Where the string "Format" occurs in the material below, report the whole line.

####

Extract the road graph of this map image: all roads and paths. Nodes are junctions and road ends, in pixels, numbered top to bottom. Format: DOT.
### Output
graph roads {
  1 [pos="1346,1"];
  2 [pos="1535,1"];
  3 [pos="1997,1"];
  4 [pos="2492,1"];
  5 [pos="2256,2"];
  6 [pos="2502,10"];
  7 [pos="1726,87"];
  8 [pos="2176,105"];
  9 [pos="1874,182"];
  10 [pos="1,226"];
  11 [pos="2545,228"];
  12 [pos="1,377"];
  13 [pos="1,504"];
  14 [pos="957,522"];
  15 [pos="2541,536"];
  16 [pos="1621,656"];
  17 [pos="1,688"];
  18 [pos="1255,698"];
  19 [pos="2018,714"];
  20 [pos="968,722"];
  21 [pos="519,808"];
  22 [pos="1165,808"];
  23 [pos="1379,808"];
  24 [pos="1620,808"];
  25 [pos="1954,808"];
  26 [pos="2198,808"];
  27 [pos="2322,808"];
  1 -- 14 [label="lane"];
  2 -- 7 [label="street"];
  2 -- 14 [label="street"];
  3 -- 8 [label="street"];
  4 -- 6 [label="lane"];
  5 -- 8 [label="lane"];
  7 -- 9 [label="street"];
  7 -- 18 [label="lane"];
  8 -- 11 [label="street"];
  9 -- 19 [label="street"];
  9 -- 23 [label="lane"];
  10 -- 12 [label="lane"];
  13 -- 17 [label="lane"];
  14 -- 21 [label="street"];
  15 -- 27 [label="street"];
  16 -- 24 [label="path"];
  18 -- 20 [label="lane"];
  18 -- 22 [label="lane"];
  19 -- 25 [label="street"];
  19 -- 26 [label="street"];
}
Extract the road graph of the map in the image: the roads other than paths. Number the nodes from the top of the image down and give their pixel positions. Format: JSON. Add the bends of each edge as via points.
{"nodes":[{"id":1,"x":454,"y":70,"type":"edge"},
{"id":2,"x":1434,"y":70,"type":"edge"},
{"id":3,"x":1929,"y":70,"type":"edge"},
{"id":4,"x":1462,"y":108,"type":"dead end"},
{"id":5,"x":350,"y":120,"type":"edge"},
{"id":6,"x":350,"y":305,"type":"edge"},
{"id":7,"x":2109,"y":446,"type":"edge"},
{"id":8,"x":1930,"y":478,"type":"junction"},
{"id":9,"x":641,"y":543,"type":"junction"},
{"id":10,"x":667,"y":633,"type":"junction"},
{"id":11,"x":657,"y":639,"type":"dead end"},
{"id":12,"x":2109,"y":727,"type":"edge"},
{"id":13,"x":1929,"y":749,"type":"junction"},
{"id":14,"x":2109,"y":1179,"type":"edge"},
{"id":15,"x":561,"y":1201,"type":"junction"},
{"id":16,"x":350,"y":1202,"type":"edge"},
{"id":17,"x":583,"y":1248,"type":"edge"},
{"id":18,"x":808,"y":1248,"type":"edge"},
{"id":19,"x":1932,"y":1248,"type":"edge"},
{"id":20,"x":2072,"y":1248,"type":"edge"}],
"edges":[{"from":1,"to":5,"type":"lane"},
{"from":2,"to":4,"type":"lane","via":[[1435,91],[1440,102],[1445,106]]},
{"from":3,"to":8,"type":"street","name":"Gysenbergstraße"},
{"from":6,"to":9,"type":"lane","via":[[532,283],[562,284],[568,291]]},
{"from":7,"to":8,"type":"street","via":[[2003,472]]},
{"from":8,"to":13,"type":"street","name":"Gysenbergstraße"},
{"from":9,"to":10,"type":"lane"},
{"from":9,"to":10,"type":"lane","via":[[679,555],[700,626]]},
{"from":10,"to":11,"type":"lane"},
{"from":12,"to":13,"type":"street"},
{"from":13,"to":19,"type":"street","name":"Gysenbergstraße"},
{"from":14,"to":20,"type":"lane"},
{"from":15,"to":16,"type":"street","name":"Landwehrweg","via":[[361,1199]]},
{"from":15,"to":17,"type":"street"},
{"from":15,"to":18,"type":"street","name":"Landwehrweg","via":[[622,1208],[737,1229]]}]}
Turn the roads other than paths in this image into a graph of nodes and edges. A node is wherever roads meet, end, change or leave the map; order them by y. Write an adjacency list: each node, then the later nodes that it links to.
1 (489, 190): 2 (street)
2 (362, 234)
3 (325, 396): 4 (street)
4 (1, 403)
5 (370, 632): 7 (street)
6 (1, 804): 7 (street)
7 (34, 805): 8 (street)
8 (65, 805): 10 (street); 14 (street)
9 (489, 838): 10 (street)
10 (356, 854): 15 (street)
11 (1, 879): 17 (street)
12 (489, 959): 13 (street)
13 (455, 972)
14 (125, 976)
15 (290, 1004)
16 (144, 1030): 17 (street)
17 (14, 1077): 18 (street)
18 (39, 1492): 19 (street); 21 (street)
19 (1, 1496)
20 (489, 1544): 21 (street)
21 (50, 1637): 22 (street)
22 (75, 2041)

####

Response.
Extract the road graph of this map image: all roads and paths. Nodes are junctions and road ends, in pixels, numbered top to bottom. Format: DOT.
Extract the road graph of the map in the image: the roads other than paths. Number the nodes from the top of the image down and give their pixel positions. Format: JSON. Add the bends of each edge as via points.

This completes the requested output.